_Problem details_
The entries are to be duplicated exactly, though any picture in them must be omitted.

(Stored data entries)
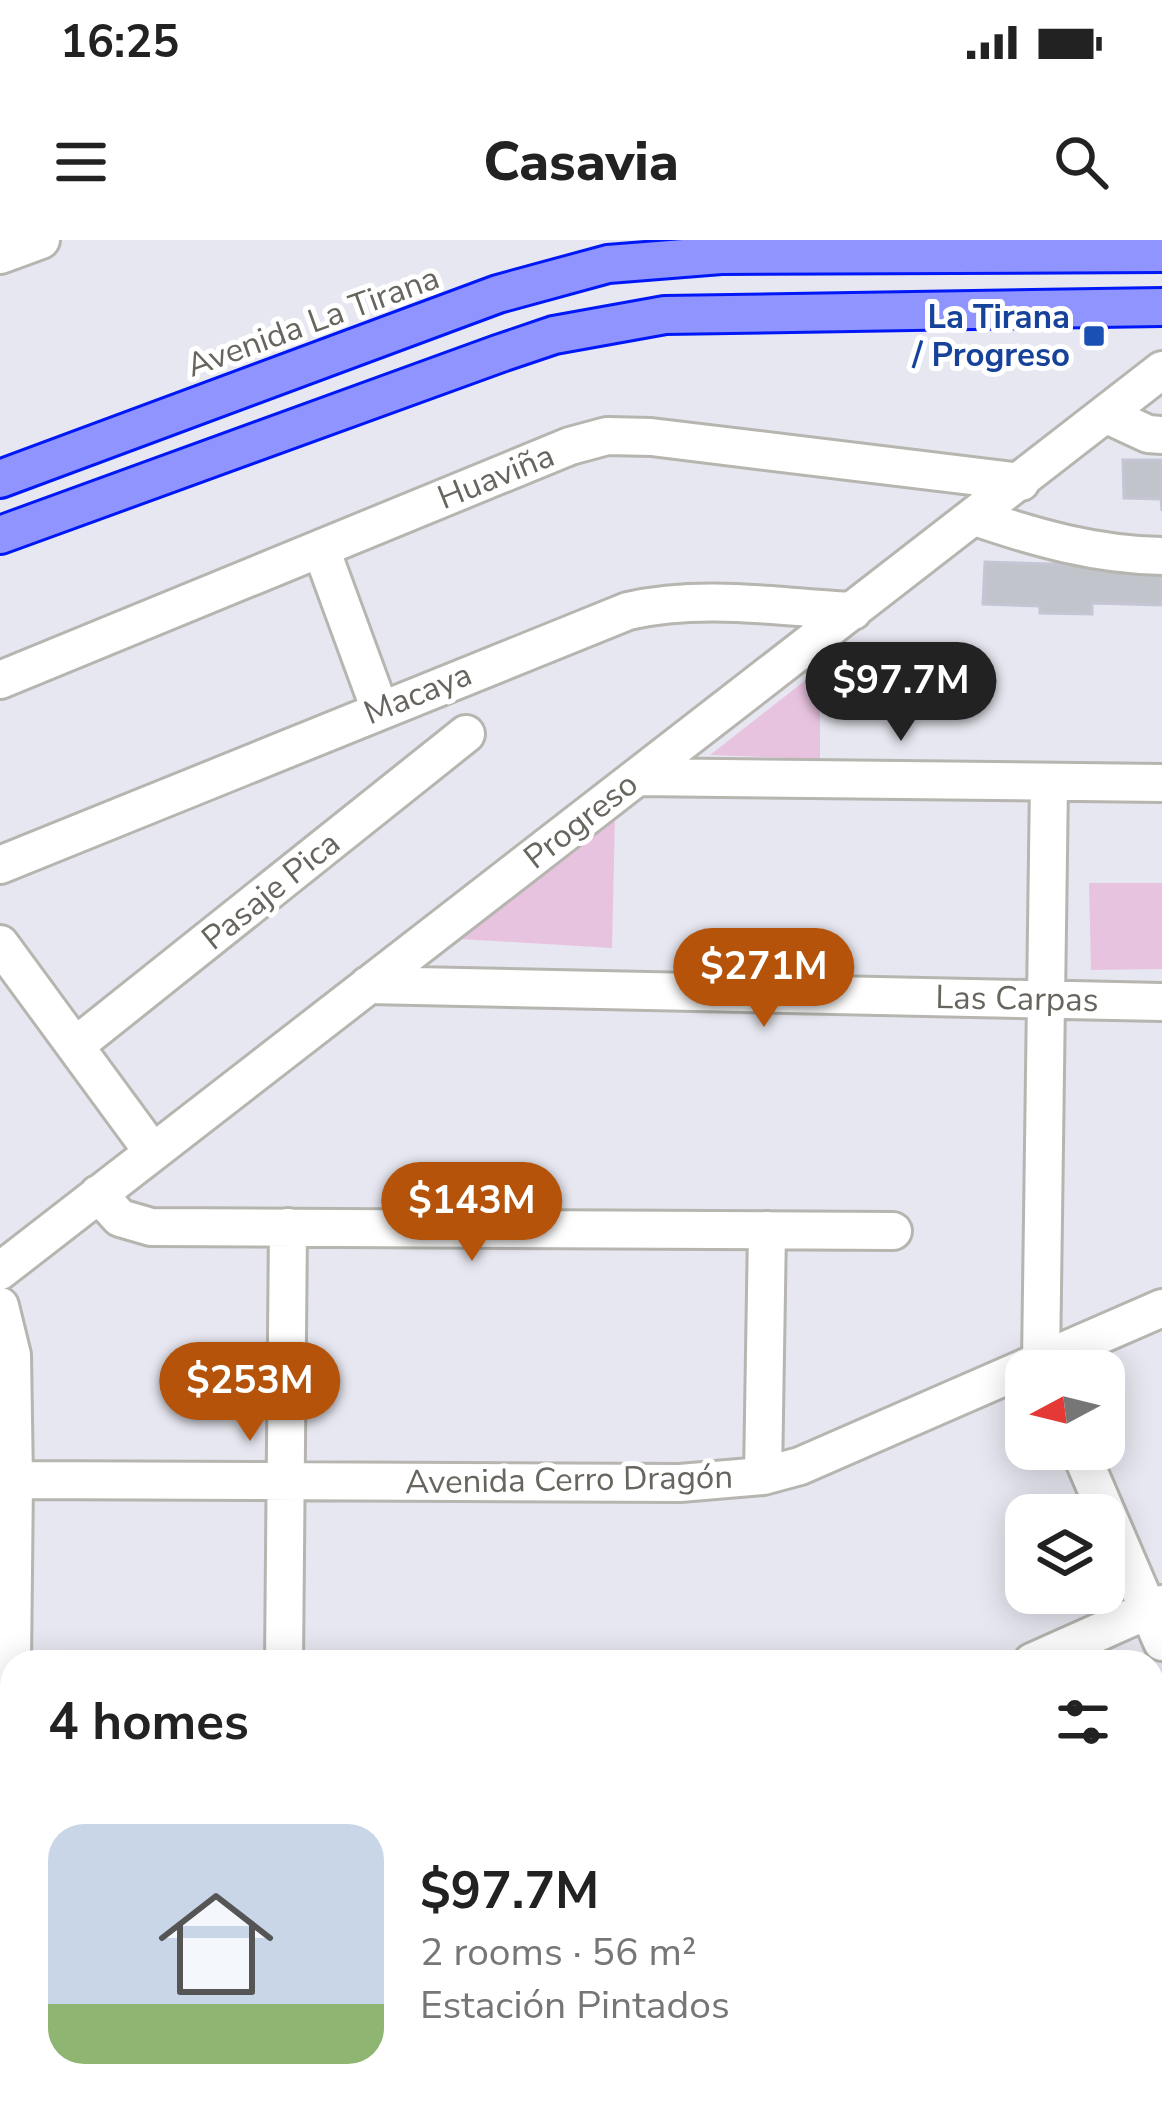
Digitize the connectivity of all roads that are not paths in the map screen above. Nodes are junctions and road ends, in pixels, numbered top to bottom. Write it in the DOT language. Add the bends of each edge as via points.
graph roads {
  1 [pos="41,240"];
  2 [pos="1162,253"];
  3 [pos="0,255"];
  4 [pos="1162,307"];
  5 [pos="1162,370"];
  6 [pos="1107,415"];
  7 [pos="1162,434"];
  8 [pos="0,479"];
  9 [pos="1021,482"];
  10 [pos="975,517"];
  11 [pos="0,536"];
  12 [pos="321,549"];
  13 [pos="1162,556"];
  14 [pos="853,611"];
  15 [pos="0,680"];
  16 [pos="380,710"];
  17 [pos="466,734"];
  18 [pos="638,777"];
  19 [pos="1049,782"];
  20 [pos="1162,783"];
  21 [pos="0,865"];
  22 [pos="0,944"];
  23 [pos="368,985"];
  24 [pos="1046,1000"];
  25 [pos="1162,1002"];
  26 [pos="75,1046"];
  27 [pos="152,1151"];
  28 [pos="98,1194"];
  29 [pos="288,1227"];
  30 [pos="767,1230"];
  31 [pos="893,1231"];
  32 [pos="0,1271"];
  33 [pos="0,1306"];
  34 [pos="1162,1308"];
  35 [pos="1043,1350"];
  36 [pos="1076,1350"];
  37 [pos="1005,1382"];
  38 [pos="1089,1470"];
  39 [pos="763,1476"];
  40 [pos="14,1480"];
  41 [pos="286,1482"];
  42 [pos="1157,1618"];
  43 [pos="1096,1649"];
  44 [pos="12,1650"];
  45 [pos="284,1650"];
  1 -- 3 [label="street"];
  2 -- 8 [label="highway, Avenida La Tirana" via="721,255 608,264 498,294"];
  4 -- 11 [label="highway" via="719,312 612,322 498,354"];
  5 -- 6 [label="street, Progreso"];
  6 -- 7 [label="street"];
  6 -- 9 [label="street, Progreso"];
  9 -- 10 [label="street, Progreso"];
  9 -- 12 [label="street, Huaviña" via="607,436"];
  10 -- 13 [label="street" via="1120,555"];
  10 -- 14 [label="street, Progreso"];
  12 -- 15 [label="street, Huaviña"];
  12 -- 16 [label="street"];
  14 -- 16 [label="street, Macaya" via="653,605"];
  14 -- 18 [label="street, Progreso"];
  16 -- 21 [label="street, Macaya"];
  17 -- 26 [label="street, Pasaje Pica"];
  18 -- 19 [label="street"];
  18 -- 23 [label="street, Progreso"];
  19 -- 20 [label="street"];
  19 -- 24 [label="street"];
  22 -- 26 [label="street"];
  23 -- 24 [label="street, Las Carpas"];
  23 -- 27 [label="street, Progreso"];
  24 -- 25 [label="street, Las Carpas"];
  24 -- 35 [label="street"];
  26 -- 27 [label="street"];
  27 -- 28 [label="street, Progreso"];
  28 -- 29 [label="street" via="134,1224"];
  28 -- 32 [label="street, Progreso"];
  29 -- 30 [label="street"];
  29 -- 41 [label="street"];
  30 -- 31 [label="street"];
  30 -- 39 [label="street"];
  33 -- 40 [label="street" via="12,1355"];
  34 -- 36 [label="street, Avenida Cerro Dragón"];
  37 -- 39 [label="street, Avenida Cerro Dragón"];
  38 -- 42 [label="street"];
  39 -- 41 [label="street, Avenida Cerro Dragón"];
  40 -- 41 [label="street, Avenida Cerro Dragón"];
  40 -- 44 [label="street"];
  41 -- 45 [label="street"];
  42 -- 43 [label="street"];
}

_Completed exercise_
Digitize the connectivity of all roads that are not paths in the map screen above. Nodes are junctions and road ends, in pixels, numbered top to bottom. Write it in the DOT language. Add the bends of each edge as via points.
graph roads {
  1 [pos="41,240"];
  2 [pos="1162,253"];
  3 [pos="0,255"];
  4 [pos="1162,307"];
  5 [pos="1162,370"];
  6 [pos="1107,415"];
  7 [pos="1162,434"];
  8 [pos="0,479"];
  9 [pos="1021,482"];
  10 [pos="975,517"];
  11 [pos="0,536"];
  12 [pos="321,549"];
  13 [pos="1162,556"];
  14 [pos="853,611"];
  15 [pos="0,680"];
  16 [pos="380,710"];
  17 [pos="466,734"];
  18 [pos="638,777"];
  19 [pos="1049,782"];
  20 [pos="1162,783"];
  21 [pos="0,865"];
  22 [pos="0,944"];
  23 [pos="368,985"];
  24 [pos="1046,1000"];
  25 [pos="1162,1002"];
  26 [pos="75,1046"];
  27 [pos="152,1151"];
  28 [pos="98,1194"];
  29 [pos="288,1227"];
  30 [pos="767,1230"];
  31 [pos="893,1231"];
  32 [pos="0,1271"];
  33 [pos="0,1306"];
  34 [pos="1162,1308"];
  35 [pos="1043,1350"];
  36 [pos="1076,1350"];
  37 [pos="1005,1382"];
  38 [pos="1089,1470"];
  39 [pos="763,1476"];
  40 [pos="14,1480"];
  41 [pos="286,1482"];
  42 [pos="1157,1618"];
  43 [pos="1096,1649"];
  44 [pos="12,1650"];
  45 [pos="284,1650"];
  1 -- 3 [label="street"];
  2 -- 8 [label="highway, Avenida La Tirana" via="721,255 608,264 498,294"];
  4 -- 11 [label="highway" via="719,312 612,322 498,354"];
  5 -- 6 [label="street, Progreso"];
  6 -- 7 [label="street"];
  6 -- 9 [label="street, Progreso"];
  9 -- 10 [label="street, Progreso"];
  9 -- 12 [label="street, Huaviña" via="607,436"];
  10 -- 13 [label="street" via="1120,555"];
  10 -- 14 [label="street, Progreso"];
  12 -- 15 [label="street, Huaviña"];
  12 -- 16 [label="street"];
  14 -- 16 [label="street, Macaya" via="653,605"];
  14 -- 18 [label="street, Progreso"];
  16 -- 21 [label="street, Macaya"];
  17 -- 26 [label="street, Pasaje Pica"];
  18 -- 19 [label="street"];
  18 -- 23 [label="street, Progreso"];
  19 -- 20 [label="street"];
  19 -- 24 [label="street"];
  22 -- 26 [label="street"];
  23 -- 24 [label="street, Las Carpas"];
  23 -- 27 [label="street, Progreso"];
  24 -- 25 [label="street, Las Carpas"];
  24 -- 35 [label="street"];
  26 -- 27 [label="street"];
  27 -- 28 [label="street, Progreso"];
  28 -- 29 [label="street" via="134,1224"];
  28 -- 32 [label="street, Progreso"];
  29 -- 30 [label="street"];
  29 -- 41 [label="street"];
  30 -- 31 [label="street"];
  30 -- 39 [label="street"];
  33 -- 40 [label="street" via="12,1355"];
  34 -- 36 [label="street, Avenida Cerro Dragón"];
  37 -- 39 [label="street, Avenida Cerro Dragón"];
  38 -- 42 [label="street"];
  39 -- 41 [label="street, Avenida Cerro Dragón"];
  40 -- 41 [label="street, Avenida Cerro Dragón"];
  40 -- 44 [label="street"];
  41 -- 45 [label="street"];
  42 -- 43 [label="street"];
}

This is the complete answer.